Foto Ansa
un vecchio nuovo inizio
La sinistra di Silvia Salis comincia da Francesca Albanese
La rappresentate più promettente della nuova sinistra moderata forse sarà presente a un convegno che ha come ospite d'onore la relatrice Onu, non in una data qualsiasi, bensì a due anni precisi dall'attacco di Hamas. Il primo inchino nel percorso riformista
Manco il tempo di dismettere la segreteria movimentista – ella, cioè Elly – ed ecco arrivare la segreteria attivista. Ma anche riformista, moderata, rinnovata. Che però, se su Francesca Albanese non si può andare, un po’ comunque ci va: un piede dentro e uno fuori. Giusto oggi. Non una data qualsiasi. Il 7 ottobre. Silvia Salis è il volto di una sinistra nuova, concreta, pragmatica. Delle sue qualità pare abbia convinto Matteo Renzi e Dario Franceschini. Tuttavia, proprio oggi a Genova, la sindaca vuole partecipare a un convegno che ha come ospite d’onore Francesca Albanese. O comunque non esclude affatto di andarci. Non trova la sindaca che ci possa essere qualcosa di inopportuno a salutare, il 7 ottobre, una donna la cui posizione politica è “i terroristi vanno capiti”? Risposta: “No”, dice il suo staff. E così, mentre il centro del campo progressista cerca un linguaggio pragmatico, mentre a sinistra si tenta un’alternativa a Elly Schlein, la sua rappresentante più promettente inaugura il nuovo percorso con una liturgia: la stessa di quella sinistra da cui dovrebbe distinguersi. Annunciare il realismo e finire in processione.

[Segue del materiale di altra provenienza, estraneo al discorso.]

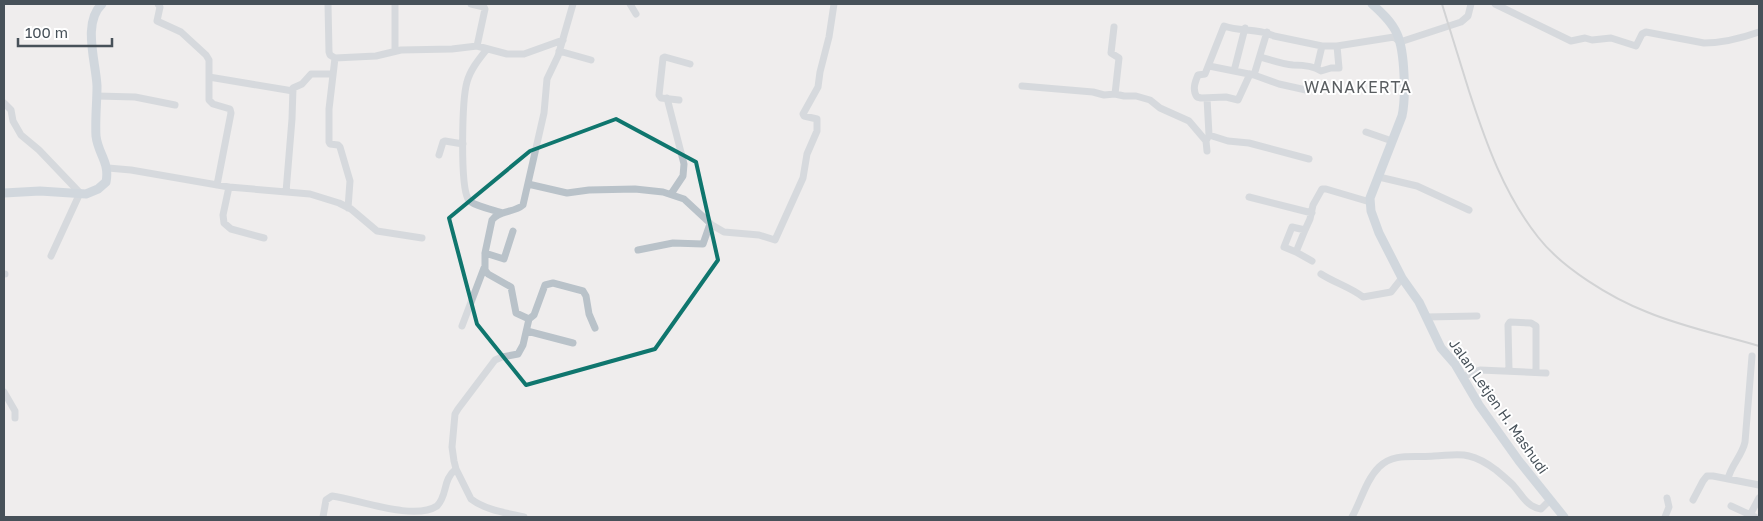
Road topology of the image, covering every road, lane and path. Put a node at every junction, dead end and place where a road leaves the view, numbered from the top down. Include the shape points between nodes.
1 (102, 4) edge
2 (158, 4) edge
3 (328, 4) edge
4 (395, 4) edge
5 (471, 4) edge
6 (573, 4) edge
7 (630, 4) edge
8 (834, 4) edge
9 (1372, 4) edge
10 (1471, 4) edge
11 (1495, 4) edge
12 (636, 14) dead end
13 (1114, 26) dead end
14 (1245, 28) junction
15 (1267, 32) junction
16 (1759, 32) edge
17 (563, 40) junction
18 (1400, 42) junction
19 (477, 46) junction
20 (1322, 46) junction
21 (1337, 46) junction
22 (487, 49) junction
23 (395, 51) junction
24 (559, 51) junction
25 (1260, 57) junction
26 (335, 58) junction
27 (591, 60) dead end
28 (690, 64) dead end
29 (1209, 66) junction
30 (1317, 67) junction
31 (1234, 71) junction
32 (333, 74) junction
33 (1252, 74) junction
34 (209, 77) junction
35 (1022, 86) dead end
36 (1306, 90) dead end
37 (293, 91) junction
38 (1115, 94) junction
39 (97, 96) junction
40 (667, 98) junction
41 (1207, 98) junction
42 (679, 100) dead end
43 (4, 103) edge
44 (175, 105) dead end
45 (1366, 132) dead end
46 (1207, 138) junction
47 (1392, 141) junction
48 (463, 144) junction
49 (1207, 151) dead end
50 (439, 155) dead end
51 (1309, 159) dead end
52 (108, 168) junction
53 (1379, 177) junction
54 (528, 184) junction
55 (217, 185) junction
56 (229, 187) junction
57 (286, 192) junction
58 (4, 193) edge
59 (80, 193) junction
60 (671, 194) junction
61 (1249, 197) dead end
62 (1370, 202) junction
63 (348, 208) junction
64 (1469, 210) dead end
65 (504, 213) junction
66 (1312, 213) junction
67 (710, 224) junction
68 (1305, 230) junction
69 (513, 231) dead end
70 (264, 238) dead end
71 (422, 238) dead end
72 (638, 250) dead end
73 (1296, 252) junction
74 (486, 253) junction
75 (51, 256) dead end
76 (1312, 261) dead end
77 (484, 268) junction
78 (1321, 274) dead end
79 (1402, 278) junction
80 (1477, 316) dead end
81 (1426, 317) junction
82 (529, 319) junction
83 (462, 326) dead end
84 (595, 328) dead end
85 (527, 331) junction
86 (573, 343) dead end
87 (1752, 356) dead end
88 (1509, 370) junction
89 (1536, 372) junction
90 (1546, 373) dead end
91 (1462, 377) junction
92 (4, 392) edge
93 (16, 418) dead end
94 (456, 469) junction
95 (1728, 479) junction
96 (1759, 485) edge
97 (1667, 498) dead end
98 (1759, 498) edge
99 (1550, 500) junction
100 (1693, 500) dead end
101 (1731, 506) dead end
102 (496, 514) edge
103 (1753, 516) edge
104 (323, 517) edge
105 (524, 517) edge
106 (1352, 517) edge
107 (1564, 517) edge
108 (1665, 517) edge

1 - 39 main road via 92,20
2 - 34 street via 158,21 181,32 206,55
3 - 26 street via 329,52
4 - 23 street
5 - 19 street via 485,8
6 - 17 street
7 - 12 street
8 - 67 street via 818,87 803,114 817,119 816,134 807,154 804,178 775,240 759,235 728,233
9 - 18 main road via 1397,32
10 - 18 street via 1468,16 1461,22
11 - 16 street via 1571,41 1611,38 1636,46 1642,34 1648,32 1698,42 1714,42
13 - 38 street via 1112,55 1119,58
14 - 15 street
14 - 29 street via 1224,26
14 - 31 street
15 - 20 street
15 - 25 street
17 - 22 street via 524,54
17 - 24 street
18 - 21 street via 1394,37
18 - 47 main road via 1404,105
19 - 22 street
19 - 23 street
20 - 21 street
20 - 30 street
21 - 30 street via 1339,68 1321,71
22 - 48 street via 467,82
23 - 26 street via 362,58
24 - 27 street
24 - 54 street via 547,79 544,113
25 - 30 street via 1308,68
25 - 33 street
26 - 32 street
28 - 40 street via 663,57 659,96
29 - 31 street
29 - 41 street via 1205,74 1198,75 1194,86 1197,97
31 - 33 street
32 - 37 street via 311,74
32 - 63 street via 329,142 340,148 350,181
33 - 36 street
33 - 41 street via 1238,100
34 - 37 street
34 - 55 street via 209,100 230,110 231,114
35 - 38 street
37 - 57 street
38 - 46 street via 1150,100 1189,121
39 - 44 street via 135,97
39 - 52 main road via 97,145
40 - 42 street
40 - 60 street via 684,164 683,176
41 - 46 street
43 - 59 street via 11,110 21,135
45 - 47 street
46 - 49 street
46 - 51 street via 1249,144
47 - 53 main road
48 - 50 street via 445,141
48 - 65 street via 468,198 472,203
52 - 55 street
52 - 59 main road via 106,182 91,192
53 - 62 main road
53 - 64 street via 1417,186
54 - 60 street via 566,193 636,189
54 - 65 street via 523,205
55 - 56 street
56 - 57 street
56 - 70 street via 224,222 231,229
57 - 63 street via 322,197
58 - 59 main road
59 - 75 street
60 - 67 street via 689,204
61 - 66 street
62 - 66 street via 1322,189
62 - 79 main road, Jalan Letjen H. Mashudi via 1379,233
63 - 71 street via 377,231
65 - 74 street via 492,220
66 - 68 street
67 - 72 street via 704,244 673,244
68 - 73 street
68 - 73 street via 1292,227 1284,247
69 - 74 street via 504,259
73 - 76 street
74 - 77 street
77 - 82 street via 510,288 516,313
77 - 83 street
78 - 79 street via 1363,297 1391,292
79 - 81 main road, Jalan Letjen H. Mashudi
80 - 81 street
81 - 91 main road, Jalan Letjen H. Mashudi via 1441,348
82 - 84 street via 534,315 545,285 553,283 585,293
82 - 85 street
85 - 86 street
85 - 94 street via 520,352 495,360 458,408 452,447
87 - 95 street via 1744,448
88 - 89 street
88 - 89 street via 1508,325 1510,322 1531,323 1536,326
88 - 91 street via 1480,370
89 - 90 street
91 - 99 main road, Jalan Letjen H. Mashudi via 1478,405
92 - 93 street
94 - 102 street via 471,499
94 - 104 street via 447,479 442,500 426,512 404,515 385,512 332,496 326,500
95 - 96 street
95 - 100 street via 1707,476
97 - 108 street via 1669,507
98 - 103 street
99 - 106 street via 1542,509 1535,508 1525,501 1513,484 1470,456 1409,456 1384,462 1378,468
99 - 107 main road, Jalan Letjen H. Mashudi
101 - 103 street
102 - 105 street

Francesca Albanese è ormai un pellegrinaggio morale per il Pd e i suoi amministratori. A Bari le chiavi della città, a Modena la standing ovation, a Reggio Emilia addirittura l’assoluzione concessa al sindaco che diceva: “Il rilascio degli ostaggi è condizione necessaria per la pace”. Albanese lo ha “perdonato”. Come se assolvere e condannare fosse ormai parte della vocazione civile. Anche in televisione, la reverenza è la stessa. A “In Onda”, su La7, qualche sera fa, mentre si citava Liliana Segre e si contestava l’idea del genocidio compiuto da coloro i quali un genocidio l’hanno subito davvero, Albanese si è alzata di botto, ha detto “arrivederci” ed è uscita. I conduttori hanno spiegato che era tutto previsto. Forse sì. Ad Albanese, in fondo, si perdona anche il copione. Tappa dopo tappa, Francesca Albanese è diventata la nuova icona del progressismo: la pasionaria che divide il mondo in colpevoli e oppressi e regala alla sinistra l’illusione di restare sempre nel giusto. E Silvia Salis? Esita, riflette, poi forse andrà. Dopotutto è solo un’intervista pubblica, solo un saluto. Eppure in politica i gesti, come i saluti, contano. Così, nel giorno meno adatto, la nuova sinistra moderata comincia il suo percorso riformista con un inchino.